© Mitja Kobal / Greenpeace Schiff Arctic Sunrise auf dem Weg in die Arktis
© Mitja Kobal / Greenpeace Schiff Arctic Sunrise auf dem Weg in die Arktis

Arktis: Greenpeace-Aktion vor Statoil-Ölplattform

Aktivistinnen aus Österreich beteiligt - UmweltschützerInnen fordern Stopp der Ölbohrungen

Greenpeace-AktivistInnen sind heute Früh mit Kajaks in die Sperrzone einer Statoil-Ölplattform in der arktischen Barentssee eingedrungen. Noch nie hat ein Ölkonzern so hoch im Norden von Norwegen nach Erdöl gebohrt. Die friedliche Aktion der UmweltschützerInnen richtet sich nicht nur gegen Statoil, sondern auch gegen die norwegische Regierung. Diese hat letztes Jahr neue Ölbohrlizenzen in der Arktis vergeben. "Die norwegische Regierung und die Ölkonzerne bedrohen die Arktis, den Kühlschrank unseres Planeten. Daher gibt es für mich keine andere Möglichkeit, als hier zu sein", sagt die 23-jährige Dalia Kellou, eine der beteiligten Aktivistinnen aus Österreich.

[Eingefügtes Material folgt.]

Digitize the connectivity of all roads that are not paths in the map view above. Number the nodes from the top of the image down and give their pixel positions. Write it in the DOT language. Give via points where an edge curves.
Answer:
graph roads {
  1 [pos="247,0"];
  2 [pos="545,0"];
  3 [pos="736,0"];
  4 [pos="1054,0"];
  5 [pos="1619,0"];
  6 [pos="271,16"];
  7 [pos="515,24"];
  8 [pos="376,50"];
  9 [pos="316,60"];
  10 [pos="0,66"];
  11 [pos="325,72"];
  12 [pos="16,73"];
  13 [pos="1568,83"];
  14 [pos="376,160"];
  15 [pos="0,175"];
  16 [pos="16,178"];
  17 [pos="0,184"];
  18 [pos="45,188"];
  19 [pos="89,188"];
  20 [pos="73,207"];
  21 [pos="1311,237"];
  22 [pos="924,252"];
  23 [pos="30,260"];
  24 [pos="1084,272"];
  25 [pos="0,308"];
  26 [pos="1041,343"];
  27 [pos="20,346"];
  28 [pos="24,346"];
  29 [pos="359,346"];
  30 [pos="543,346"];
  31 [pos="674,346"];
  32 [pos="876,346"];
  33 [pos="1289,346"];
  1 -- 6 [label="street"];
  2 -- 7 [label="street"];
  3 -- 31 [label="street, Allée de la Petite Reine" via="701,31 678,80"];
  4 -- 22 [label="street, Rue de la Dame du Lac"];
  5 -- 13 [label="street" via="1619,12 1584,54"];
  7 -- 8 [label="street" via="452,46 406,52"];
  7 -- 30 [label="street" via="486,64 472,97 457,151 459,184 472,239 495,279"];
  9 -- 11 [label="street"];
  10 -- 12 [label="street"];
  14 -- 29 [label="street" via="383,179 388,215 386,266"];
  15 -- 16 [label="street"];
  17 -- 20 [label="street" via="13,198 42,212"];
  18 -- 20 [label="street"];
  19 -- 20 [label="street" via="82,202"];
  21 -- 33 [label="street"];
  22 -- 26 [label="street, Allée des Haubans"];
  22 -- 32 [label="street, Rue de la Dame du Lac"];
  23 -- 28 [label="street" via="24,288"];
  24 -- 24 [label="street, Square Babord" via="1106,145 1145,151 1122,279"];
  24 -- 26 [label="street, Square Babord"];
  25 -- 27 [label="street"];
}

Die Greenpeace-AktivistInnen platzierten vor der Plattform eine 300 Kilogramm schwere Weltkugel aus recyceltem Material mit 2,5 Meter Durchmesser. Diese ist mit Nachrichten von rund 1000 Menschen aus aller Welt beschriftet, die ihre Stimme für die Arktis und für den Schutz unseres Planeten erhoben haben. Aufgrund der Nähe zur arktischen Eisdecke, haben sowohl das norwegische Polarinstitut als auch die norwegische Umweltbehörde davon abgeraten, dieses Gebiet für Ölbohrungen freizugeben. Trotzdem vergab die norwegische Regierung die Lizenz am 10. Juni 2016 an Statoil. Auch 12 weitere Ölkonzerne erhielten Bohrlizenzen in der Arktis. Zehn Tage später ratifizierte die Regierung das Pariser Klimaschutzabkommen. "Ich will, dass die norwegischen Regierung ihr Versprechen einhält und sich für den Klimaschutz einsetzt, anstatt Ölbohrlizenzen zu vergeben und somit den Klimawandel weiter anzuheizen", erklärt Kellou, die auf einem Kajak vor der Plattform protestiert.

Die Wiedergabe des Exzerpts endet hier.